- **Task objective**: When a line below holds the string "Barbara", show that line.

Data supplied section start

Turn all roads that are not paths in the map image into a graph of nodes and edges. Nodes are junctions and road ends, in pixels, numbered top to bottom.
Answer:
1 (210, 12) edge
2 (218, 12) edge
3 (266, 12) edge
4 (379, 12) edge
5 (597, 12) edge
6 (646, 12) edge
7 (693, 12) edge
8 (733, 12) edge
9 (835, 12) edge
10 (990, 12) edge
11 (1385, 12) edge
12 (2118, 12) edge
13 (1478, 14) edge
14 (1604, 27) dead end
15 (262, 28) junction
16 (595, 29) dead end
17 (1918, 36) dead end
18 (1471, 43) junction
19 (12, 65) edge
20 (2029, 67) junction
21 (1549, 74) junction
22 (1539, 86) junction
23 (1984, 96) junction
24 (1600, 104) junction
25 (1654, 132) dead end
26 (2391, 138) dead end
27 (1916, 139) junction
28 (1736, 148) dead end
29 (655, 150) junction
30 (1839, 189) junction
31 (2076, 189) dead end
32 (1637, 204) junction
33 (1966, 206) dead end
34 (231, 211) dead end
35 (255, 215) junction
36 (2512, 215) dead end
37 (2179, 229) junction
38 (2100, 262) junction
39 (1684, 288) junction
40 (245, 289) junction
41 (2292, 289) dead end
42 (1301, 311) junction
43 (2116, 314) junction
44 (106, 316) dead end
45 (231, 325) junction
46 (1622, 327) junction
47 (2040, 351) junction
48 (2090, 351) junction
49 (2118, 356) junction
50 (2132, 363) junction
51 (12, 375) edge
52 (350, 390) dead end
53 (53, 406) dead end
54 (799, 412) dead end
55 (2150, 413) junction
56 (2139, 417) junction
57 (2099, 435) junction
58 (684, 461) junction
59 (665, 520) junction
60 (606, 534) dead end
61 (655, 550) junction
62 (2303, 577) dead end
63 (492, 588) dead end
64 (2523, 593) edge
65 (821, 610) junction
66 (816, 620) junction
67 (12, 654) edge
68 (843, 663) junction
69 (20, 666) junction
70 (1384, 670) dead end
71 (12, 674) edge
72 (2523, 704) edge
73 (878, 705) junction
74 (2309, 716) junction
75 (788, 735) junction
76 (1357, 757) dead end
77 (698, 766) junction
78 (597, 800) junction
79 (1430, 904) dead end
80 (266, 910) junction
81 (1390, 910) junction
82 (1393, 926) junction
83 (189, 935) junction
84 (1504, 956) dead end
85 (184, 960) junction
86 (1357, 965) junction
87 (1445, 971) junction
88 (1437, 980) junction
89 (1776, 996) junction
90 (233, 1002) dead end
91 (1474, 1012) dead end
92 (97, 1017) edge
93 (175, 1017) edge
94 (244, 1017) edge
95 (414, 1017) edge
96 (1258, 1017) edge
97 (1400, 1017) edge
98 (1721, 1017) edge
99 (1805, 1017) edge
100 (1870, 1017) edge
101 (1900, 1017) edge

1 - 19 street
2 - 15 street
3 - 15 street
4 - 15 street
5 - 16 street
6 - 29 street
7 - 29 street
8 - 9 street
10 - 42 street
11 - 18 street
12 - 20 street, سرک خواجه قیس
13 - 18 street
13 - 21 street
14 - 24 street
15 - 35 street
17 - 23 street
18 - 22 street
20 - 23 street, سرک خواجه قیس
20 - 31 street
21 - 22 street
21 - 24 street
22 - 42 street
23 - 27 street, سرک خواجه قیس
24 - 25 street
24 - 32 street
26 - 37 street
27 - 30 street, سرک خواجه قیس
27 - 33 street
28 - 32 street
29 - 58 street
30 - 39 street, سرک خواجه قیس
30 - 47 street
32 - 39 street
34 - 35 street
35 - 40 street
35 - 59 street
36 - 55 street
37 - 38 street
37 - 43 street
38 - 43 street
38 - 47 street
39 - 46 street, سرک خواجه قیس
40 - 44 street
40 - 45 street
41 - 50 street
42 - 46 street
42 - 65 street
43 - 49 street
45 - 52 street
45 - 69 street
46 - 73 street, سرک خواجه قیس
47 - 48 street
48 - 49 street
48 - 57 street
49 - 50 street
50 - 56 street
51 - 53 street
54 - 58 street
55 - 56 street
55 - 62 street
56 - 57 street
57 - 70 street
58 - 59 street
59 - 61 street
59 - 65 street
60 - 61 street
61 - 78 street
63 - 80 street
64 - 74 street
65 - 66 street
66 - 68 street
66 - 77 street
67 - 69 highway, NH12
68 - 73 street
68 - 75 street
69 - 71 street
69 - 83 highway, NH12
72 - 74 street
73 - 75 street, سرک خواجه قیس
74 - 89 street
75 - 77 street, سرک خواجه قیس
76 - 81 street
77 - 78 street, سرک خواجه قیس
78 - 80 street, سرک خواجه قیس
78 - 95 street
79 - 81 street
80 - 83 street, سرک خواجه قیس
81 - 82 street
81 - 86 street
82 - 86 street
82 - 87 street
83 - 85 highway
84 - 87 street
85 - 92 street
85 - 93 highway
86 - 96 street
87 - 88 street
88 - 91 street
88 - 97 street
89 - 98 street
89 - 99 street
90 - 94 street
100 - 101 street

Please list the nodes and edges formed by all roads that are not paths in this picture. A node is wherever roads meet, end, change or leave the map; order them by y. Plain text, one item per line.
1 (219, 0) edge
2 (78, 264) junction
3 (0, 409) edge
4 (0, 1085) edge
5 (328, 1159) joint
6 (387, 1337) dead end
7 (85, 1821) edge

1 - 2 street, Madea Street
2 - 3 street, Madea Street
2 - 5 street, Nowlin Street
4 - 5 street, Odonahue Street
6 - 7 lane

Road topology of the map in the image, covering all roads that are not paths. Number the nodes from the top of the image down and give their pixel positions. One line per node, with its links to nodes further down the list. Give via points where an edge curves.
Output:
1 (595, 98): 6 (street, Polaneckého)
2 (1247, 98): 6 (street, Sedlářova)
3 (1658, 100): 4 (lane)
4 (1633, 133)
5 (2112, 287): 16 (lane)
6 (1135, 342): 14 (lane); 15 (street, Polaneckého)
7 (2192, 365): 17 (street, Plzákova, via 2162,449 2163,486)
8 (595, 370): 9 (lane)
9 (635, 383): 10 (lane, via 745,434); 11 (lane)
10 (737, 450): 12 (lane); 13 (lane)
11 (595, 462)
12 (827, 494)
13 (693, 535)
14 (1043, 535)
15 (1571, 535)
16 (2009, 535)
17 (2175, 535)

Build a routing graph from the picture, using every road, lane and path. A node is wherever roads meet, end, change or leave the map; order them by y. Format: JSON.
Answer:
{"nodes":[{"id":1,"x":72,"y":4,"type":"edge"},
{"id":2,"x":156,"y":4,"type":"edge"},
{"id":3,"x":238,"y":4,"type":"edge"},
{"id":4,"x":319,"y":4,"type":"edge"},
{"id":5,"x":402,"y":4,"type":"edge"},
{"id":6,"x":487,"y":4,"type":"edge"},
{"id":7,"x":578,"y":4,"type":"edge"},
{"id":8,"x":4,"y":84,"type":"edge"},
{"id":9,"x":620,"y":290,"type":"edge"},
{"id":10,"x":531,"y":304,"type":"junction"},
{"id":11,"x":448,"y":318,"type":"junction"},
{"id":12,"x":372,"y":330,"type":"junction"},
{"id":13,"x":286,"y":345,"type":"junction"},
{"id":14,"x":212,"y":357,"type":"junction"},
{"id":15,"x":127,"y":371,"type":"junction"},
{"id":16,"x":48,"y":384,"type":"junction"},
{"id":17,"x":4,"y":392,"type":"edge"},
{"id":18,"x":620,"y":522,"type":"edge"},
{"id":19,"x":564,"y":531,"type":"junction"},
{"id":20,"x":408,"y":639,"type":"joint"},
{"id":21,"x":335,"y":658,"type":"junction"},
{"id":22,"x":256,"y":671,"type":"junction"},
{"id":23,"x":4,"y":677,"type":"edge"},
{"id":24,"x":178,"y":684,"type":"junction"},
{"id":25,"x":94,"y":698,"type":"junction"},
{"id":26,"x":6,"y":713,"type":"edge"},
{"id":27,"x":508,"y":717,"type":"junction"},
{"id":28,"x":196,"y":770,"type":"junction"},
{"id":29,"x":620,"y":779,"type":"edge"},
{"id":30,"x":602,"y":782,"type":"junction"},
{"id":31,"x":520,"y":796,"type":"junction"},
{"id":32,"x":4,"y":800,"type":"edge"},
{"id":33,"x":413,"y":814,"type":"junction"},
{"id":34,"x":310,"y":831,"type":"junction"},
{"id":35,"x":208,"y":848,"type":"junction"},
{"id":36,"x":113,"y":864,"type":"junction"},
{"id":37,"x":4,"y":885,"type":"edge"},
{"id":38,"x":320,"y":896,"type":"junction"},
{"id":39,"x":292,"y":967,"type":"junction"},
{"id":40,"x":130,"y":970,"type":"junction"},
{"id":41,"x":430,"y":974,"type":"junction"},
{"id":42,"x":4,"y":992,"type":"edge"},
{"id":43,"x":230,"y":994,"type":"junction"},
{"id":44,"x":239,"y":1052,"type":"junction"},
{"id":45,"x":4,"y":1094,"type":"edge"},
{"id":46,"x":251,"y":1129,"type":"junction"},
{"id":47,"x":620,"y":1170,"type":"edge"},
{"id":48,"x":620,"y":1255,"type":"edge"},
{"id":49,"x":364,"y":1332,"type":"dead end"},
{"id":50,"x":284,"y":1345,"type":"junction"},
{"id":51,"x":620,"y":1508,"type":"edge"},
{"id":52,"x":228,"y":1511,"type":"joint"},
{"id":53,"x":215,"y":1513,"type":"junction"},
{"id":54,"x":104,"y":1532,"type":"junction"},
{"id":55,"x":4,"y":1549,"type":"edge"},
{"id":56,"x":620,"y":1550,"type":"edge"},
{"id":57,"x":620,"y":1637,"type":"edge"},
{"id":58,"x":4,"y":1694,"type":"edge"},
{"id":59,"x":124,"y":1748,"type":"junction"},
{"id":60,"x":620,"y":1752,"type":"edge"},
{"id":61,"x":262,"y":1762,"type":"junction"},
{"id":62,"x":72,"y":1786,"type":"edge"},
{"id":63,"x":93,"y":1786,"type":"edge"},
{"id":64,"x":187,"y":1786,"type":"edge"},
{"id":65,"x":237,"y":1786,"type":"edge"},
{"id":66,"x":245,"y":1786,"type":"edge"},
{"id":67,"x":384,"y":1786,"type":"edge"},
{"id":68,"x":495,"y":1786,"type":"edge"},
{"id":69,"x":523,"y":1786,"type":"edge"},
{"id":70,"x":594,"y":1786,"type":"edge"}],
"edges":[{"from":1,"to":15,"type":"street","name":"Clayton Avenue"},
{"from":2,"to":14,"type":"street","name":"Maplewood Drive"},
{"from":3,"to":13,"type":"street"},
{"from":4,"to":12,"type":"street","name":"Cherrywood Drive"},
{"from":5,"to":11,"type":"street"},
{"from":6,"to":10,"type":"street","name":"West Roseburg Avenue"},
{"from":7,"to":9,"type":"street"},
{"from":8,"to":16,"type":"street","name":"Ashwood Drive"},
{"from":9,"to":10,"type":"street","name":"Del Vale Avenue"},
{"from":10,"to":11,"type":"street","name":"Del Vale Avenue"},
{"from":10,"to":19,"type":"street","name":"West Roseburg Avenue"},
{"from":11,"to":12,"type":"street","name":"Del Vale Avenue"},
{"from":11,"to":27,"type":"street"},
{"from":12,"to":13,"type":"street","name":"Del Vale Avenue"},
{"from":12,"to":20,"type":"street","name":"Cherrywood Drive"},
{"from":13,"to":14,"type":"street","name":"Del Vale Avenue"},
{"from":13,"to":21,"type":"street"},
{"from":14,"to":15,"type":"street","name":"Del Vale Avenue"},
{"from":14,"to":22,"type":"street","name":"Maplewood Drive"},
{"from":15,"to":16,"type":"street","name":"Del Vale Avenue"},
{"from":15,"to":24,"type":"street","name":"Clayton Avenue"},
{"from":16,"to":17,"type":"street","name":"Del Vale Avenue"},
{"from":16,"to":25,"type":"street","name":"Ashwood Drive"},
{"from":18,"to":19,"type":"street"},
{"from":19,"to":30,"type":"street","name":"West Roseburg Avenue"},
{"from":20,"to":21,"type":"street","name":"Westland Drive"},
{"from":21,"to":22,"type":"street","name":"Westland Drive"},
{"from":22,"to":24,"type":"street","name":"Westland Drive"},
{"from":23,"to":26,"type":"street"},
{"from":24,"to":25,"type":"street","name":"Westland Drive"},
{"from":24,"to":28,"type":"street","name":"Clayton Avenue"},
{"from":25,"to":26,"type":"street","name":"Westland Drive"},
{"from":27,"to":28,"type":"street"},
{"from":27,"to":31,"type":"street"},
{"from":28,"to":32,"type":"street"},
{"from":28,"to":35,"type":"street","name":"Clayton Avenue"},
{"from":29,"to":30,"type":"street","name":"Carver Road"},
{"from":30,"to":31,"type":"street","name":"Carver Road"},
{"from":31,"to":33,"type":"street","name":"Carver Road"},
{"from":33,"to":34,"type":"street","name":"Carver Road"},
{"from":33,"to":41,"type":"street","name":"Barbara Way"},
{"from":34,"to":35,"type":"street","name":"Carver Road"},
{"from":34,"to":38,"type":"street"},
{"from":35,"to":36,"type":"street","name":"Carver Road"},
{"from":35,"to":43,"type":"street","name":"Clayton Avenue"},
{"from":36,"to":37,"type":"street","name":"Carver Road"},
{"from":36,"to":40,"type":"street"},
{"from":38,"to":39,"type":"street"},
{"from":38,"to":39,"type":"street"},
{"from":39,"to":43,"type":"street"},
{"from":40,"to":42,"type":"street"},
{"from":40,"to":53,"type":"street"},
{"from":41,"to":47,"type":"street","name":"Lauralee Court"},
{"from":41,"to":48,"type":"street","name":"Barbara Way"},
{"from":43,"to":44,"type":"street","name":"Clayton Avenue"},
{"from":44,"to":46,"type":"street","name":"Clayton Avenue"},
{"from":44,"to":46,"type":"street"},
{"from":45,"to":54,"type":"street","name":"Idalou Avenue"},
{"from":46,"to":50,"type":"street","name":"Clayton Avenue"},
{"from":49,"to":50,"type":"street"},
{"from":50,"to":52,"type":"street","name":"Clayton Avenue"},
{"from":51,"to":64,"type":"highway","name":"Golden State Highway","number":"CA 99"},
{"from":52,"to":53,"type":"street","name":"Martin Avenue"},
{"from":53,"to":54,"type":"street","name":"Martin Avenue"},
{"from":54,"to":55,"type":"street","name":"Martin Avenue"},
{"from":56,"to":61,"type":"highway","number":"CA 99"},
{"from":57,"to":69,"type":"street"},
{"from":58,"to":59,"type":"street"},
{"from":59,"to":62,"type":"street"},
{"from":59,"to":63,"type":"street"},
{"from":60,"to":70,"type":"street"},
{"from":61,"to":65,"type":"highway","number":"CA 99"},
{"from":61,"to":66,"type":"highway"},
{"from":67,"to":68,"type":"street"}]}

Data supplied section end

- **Response for this exercise**:
{"from":33,"to":41,"type":"street","name":"Barbara Way"},
{"from":41,"to":48,"type":"street","name":"Barbara Way"},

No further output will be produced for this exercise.